Results: Dorsoventral and mediolateral sensor displacement was observed to lie within ± 4–5 mm (± 2 s.d., 9–28% of movement amplitude) and energy ratio to lie within ± 0.03 of mocap data. High levels of correlation were found between strides and trials (0.86–1.0) for each horse and each sensor and variability of symmetry was lowest for T13 followed by T10, T6, L1 and S3 with no significant effect of speed at T6, T10 and T13.
Conclusions: Inertial sensor displacement and symmetry data showed acceptable accuracy and good levels of consistency for back movement. The small mediolateral movement amplitude means that changes of <25% in mediolateral amplitude (also unlikely to be detected by visual assessment) may go undetected. New sensor generations with improved sensor sensitivity and ease of use of equipment indicate good potential for use in a field situation.
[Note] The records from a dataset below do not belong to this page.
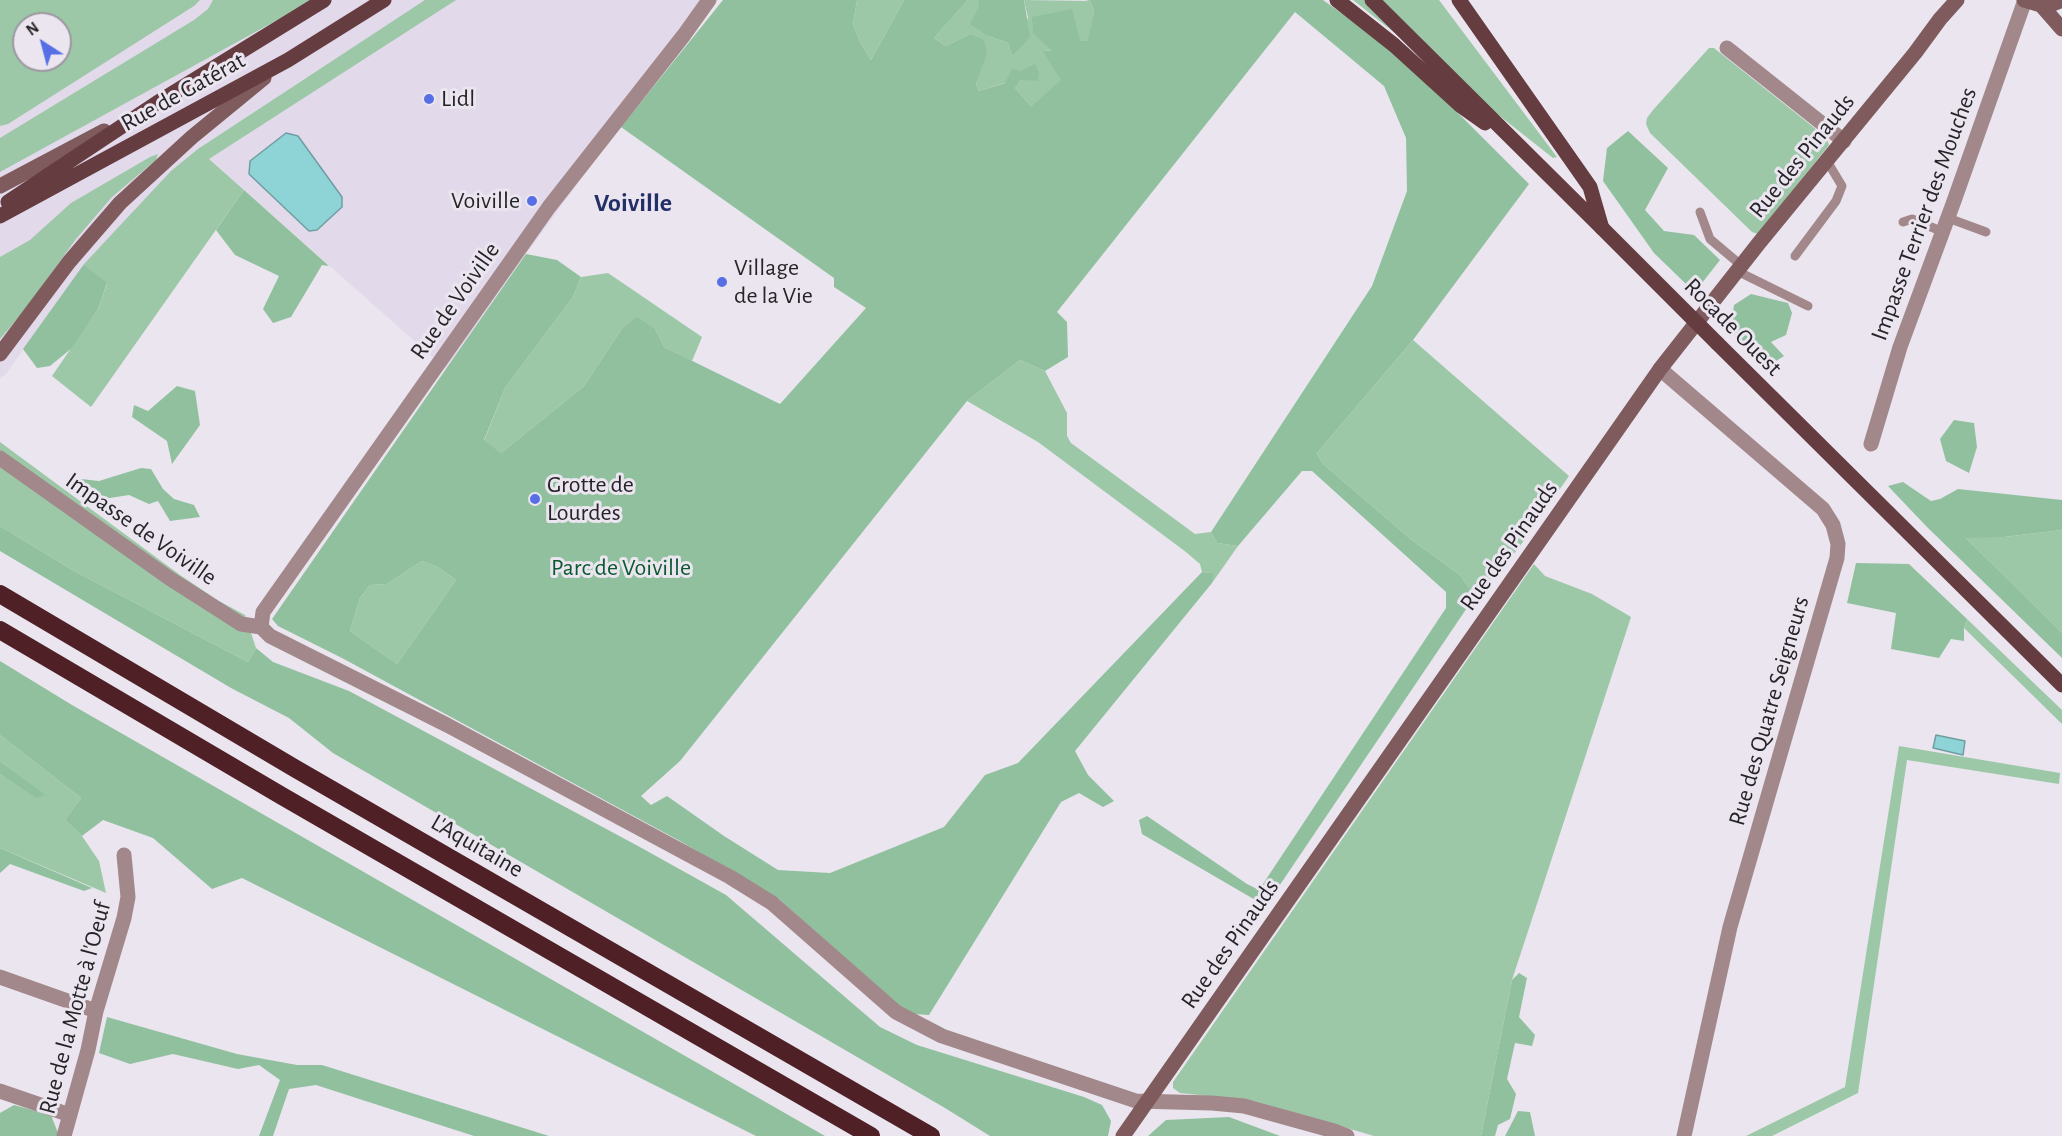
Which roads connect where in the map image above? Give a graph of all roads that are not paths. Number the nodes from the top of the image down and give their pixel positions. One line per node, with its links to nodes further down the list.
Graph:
1 (324, 0): 14 (main road, Rue de Gatérat)
2 (384, 0): 13 (main road, Rue de Gatérat)
3 (709, 0): 35 (street, Rue de Voiville)
4 (1337, 0): 16 (main road)
5 (1372, 0): 16 (main road, Rocade Ouest)
6 (1458, 0): 24 (main road)
7 (1957, 0): 15 (street, Rue des Pinauds)
8 (2025, 0): 10 (street); 23 (street, Impasse Terrier des Mouches)
9 (2062, 0): 10 (street)
10 (2041, 5): 11 (street)
11 (2062, 29)
12 (1727, 48): 15 (street)
13 (288, 60): 21 (main road, Rue de Gatérat); 29 (street)
14 (157, 103): 18 (street); 19 (main road, Rue de Gatérat)
15 (1844, 141): 17 (street, Rue des Pinauds)
16 (1526, 153): 24 (main road, Rocade Ouest)
17 (1827, 161): 26 (lane); 27 (street, Rue des Pinauds)
18 (0, 186)
19 (0, 207)
20 (1700, 212): 27 (lane)
21 (0, 216)
22 (1903, 222): 23 (lane)
23 (1945, 225): 25 (lane); 31 (street, Impasse Terrier des Mouches)
24 (1602, 228): 36 (main road, Rocade Ouest, bridge)
25 (1986, 232)
26 (1795, 256)
27 (1739, 269): 28 (lane); 30 (street, Rue des Pinauds)
28 (1808, 306)
29 (0, 354)
30 (1660, 369): 41 (street, Rue des Pinauds); 48 (street, Rue des Quatre Seigneurs)
31 (1871, 444)
32 (0, 458): 35 (street, Impasse de Voiville)
33 (0, 594): 45 (highway, L'Aquitaine)
34 (0, 630): 44 (highway)
35 (266, 632): 41 (street, Impasse de Voiville)
36 (2062, 685)
37 (124, 855): 39 (street, Rue de la Motte à l'Oeuf)
38 (0, 977): 39 (street)
39 (96, 1011): 42 (street, Rue de la Motte à l'Oeuf)
40 (0, 1091): 42 (street)
41 (1148, 1101): 46 (street, Rue des Pinauds); 47 (street, Impasse de Voiville)
42 (70, 1115): 43 (street, Rue de la Motte à l'Oeuf)
43 (68, 1135)
44 (871, 1136)
45 (931, 1136)
46 (1123, 1136)
47 (1347, 1136)
48 (1684, 1136)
Back injury in horses poses a diagnostic challenge. Many diagnostic and monitoring techniques including visual observation of asymmetrical movement patterns during clinical examination, palpation and clinical history are all subjective and vary according to experience, tradition and personal bias (Jeffcott 1979; Wennerstrand et al. 2004; Parkes et al. 2009). Symmetrical back movement is a sign of a sound horse. However, the small range of motion and the difficult accessibility of the equine back make routine diagnostic procedures currently used in the limbs unsuitable and insensitive for the back (Faber et al. 2001a, 2002). Optical motion capture has been used to demonstrate symmetry of back movement in healthy horses (Audigiéet al. 1999), to show that chiropractic manipulation results in more symmetrical pelvic motion (Gómez Álvarez et al. 2008) and that small asymmetries might be related to subtle lameness (Gómez Álvarez et al. 2007). Thus a practical and objective method to assess back movement could contribute to elimination of evaluation bias in clinical trials and would lead to more accurate assessment providing continuous rather than discrete (subjective) grading data and, in particular, contribute to distinguishing between back problems and limb lameness.
Optical motion capture (mocap) is the current gold standard to assess 3-dimensional movement and orientation with a high degree of accuracy; however, the constriction of camera calibration means that in practice use is restricted to a gait laboratory and/or a treadmill that requires habituation and is known to cause kinematic changes (Buchner et al. 1994). Finally, the equipment cost restricts its suitability for routine diagnostic use in general practice. It is, however, still the best method to reliably capture back kinematics with high repeatability (Faber et al. 2001b, 2002).
An alternative technique for collecting kinematic data is the use of (wireless) inertial sensors. Small and lightweight sensors mounted on the subject allow data to be collected during unrestricted movement, giving up to 6 degree of freedom (orientation and displacement) information (Keegan et al. 2004; Pfau et al. 2005, 2006, 2007). This allows investigation of locomotion outside the laboratory and thus increases the scope of experiments to include, amongst others, lameness assessment (Keegan et al. 2002; Pfau et al. 2007; Church et al. 2009) and horse–rider interaction (Pfau et al. 2009), potentially combining this with simultaneous force measurements under the saddle (von Peinen et al. 2009).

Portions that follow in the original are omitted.